The Real "Blame America First" Crowd: Tea Partiers and GOP! Can't the Country Do Anything Right?


Remember the "blame America first" crowd? Republicans tagged Democrats with this effective identity brand, and it stuck like Velcro. To the right, click on the picture to see who's blaming America in the reality based world.

I've always scratched my head when Republicans oddly accused of us liberals a wanting to change things for the better. Change is bad, criticism is unpatriotic. That also clung to the "blame America first" brand. But as usual with the Republican Party's disciplined rhetoric, reality is just the opposite. NY Times columnist Charles Blow has pretty much noticed the same thing with the clashing tea party movement and GOP:

Are these the desperate thrashings of a dying movement or the labor pains of a new one? My money is on the former. Anyone who says that this is the dawn of a new age of conservatism is engaging in wishful thinking on a delusional scale.

This is a limited, emotional reaction. It’s a response to the trauma that is the Great Recession, the uncertainty and creeping suspicion about the risks being taken in Washington, a visceral reaction to Obama and an overwhelming sense of powerlessness and loss.

Simply put, it’s about fear-fueled anger. But anger is not an idea. It’s not a plan. And it’s not a vision for the future. It is, however, the second stage of grief, right after denial and before bargaining.

The right has seen the enemy, and he is the future.

According to a Gallup report issued this week, Republicans were more than twice as likely as Democrats and a third more likely as independents to have a pessimistic outlook for the country over the next 20 years.

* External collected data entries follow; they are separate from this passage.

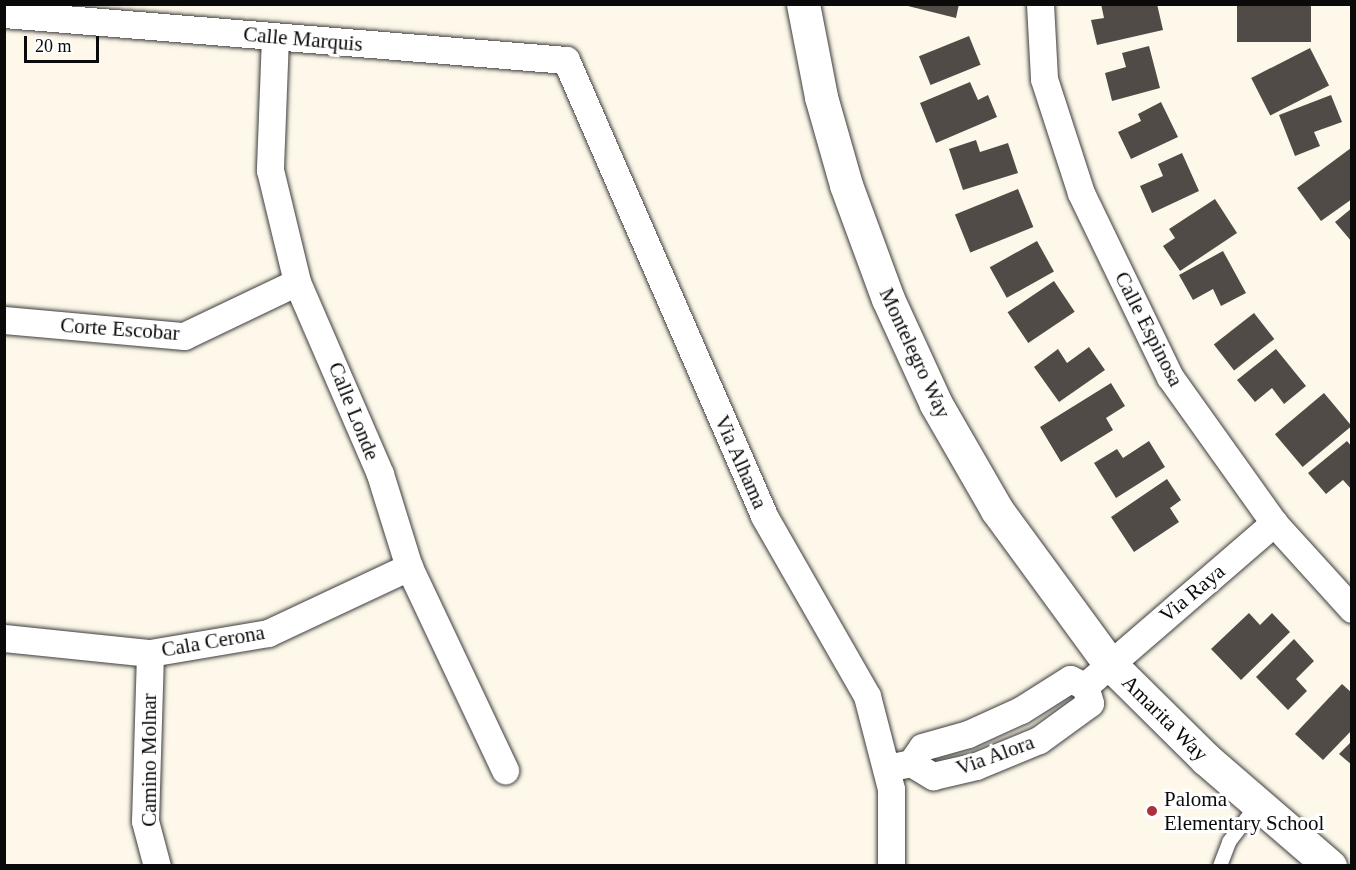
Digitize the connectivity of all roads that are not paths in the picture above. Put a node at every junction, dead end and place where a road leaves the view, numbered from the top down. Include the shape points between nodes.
1 (803, 4) edge
2 (1040, 4) edge
3 (4, 14) edge
4 (275, 37) junction
5 (566, 60) joint
6 (297, 282) junction
7 (4, 320) edge
8 (1274, 524) junction
9 (409, 567) junction
10 (1352, 609) edge
11 (4, 639) edge
12 (150, 653) junction
13 (1109, 663) junction
14 (898, 766) junction
15 (505, 770) dead end
16 (1257, 805) junction
17 (157, 866) edge
18 (891, 866) edge
19 (1220, 866) edge
20 (1330, 866) edge

1 - 13 street, Montelegro Way via 821,97 846,185 888,299 936,404 997,510
2 - 8 street, Calle Espinosa via 1044,79 1082,193 1170,377
3 - 4 street, Calle Marquis
4 - 5 street, Calle Marquis
4 - 6 street, Calle Londe via 270,170
5 - 14 street, Via Alhama via 764,516 867,696
6 - 7 street, Corte Escobar via 184,336
6 - 9 street, Calle Londe via 380,474
8 - 10 street, Calle Espinosa
8 - 13 street, Via Raya
9 - 12 street, Cala Cerona via 268,633
9 - 15 street, Calle Londe
11 - 12 street, Cala Cerona
12 - 17 street, Camino Molnar via 145,821
13 - 14 street, Via Alora via 1085,686 1070,680 1011,715 968,734 922,747
13 - 16 street, Amarita Way
14 - 18 street, Via Alhama via 891,789
16 - 19 lane via 1229,842
16 - 20 street, Amarita Way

So what’s their battle plan … Moderation? A stab at modernity? A slate of innovative ideas? No, their plan is to purge the party’s moderates and march farther down the road to oblivion. Erick Erickson, the incendiary editor of the popular conservative blog RedState, appeared on “The Colbert Report” on Monday and said that “no one really knows what a Republican is anymore.”
One final point. Although the tea party movement is everything Blow mentioned above, it's a chilling thought to imagine the public slowly warming to the idea, and how that sheer anger and anti-government sentiment might radicalize our country and our place in the world.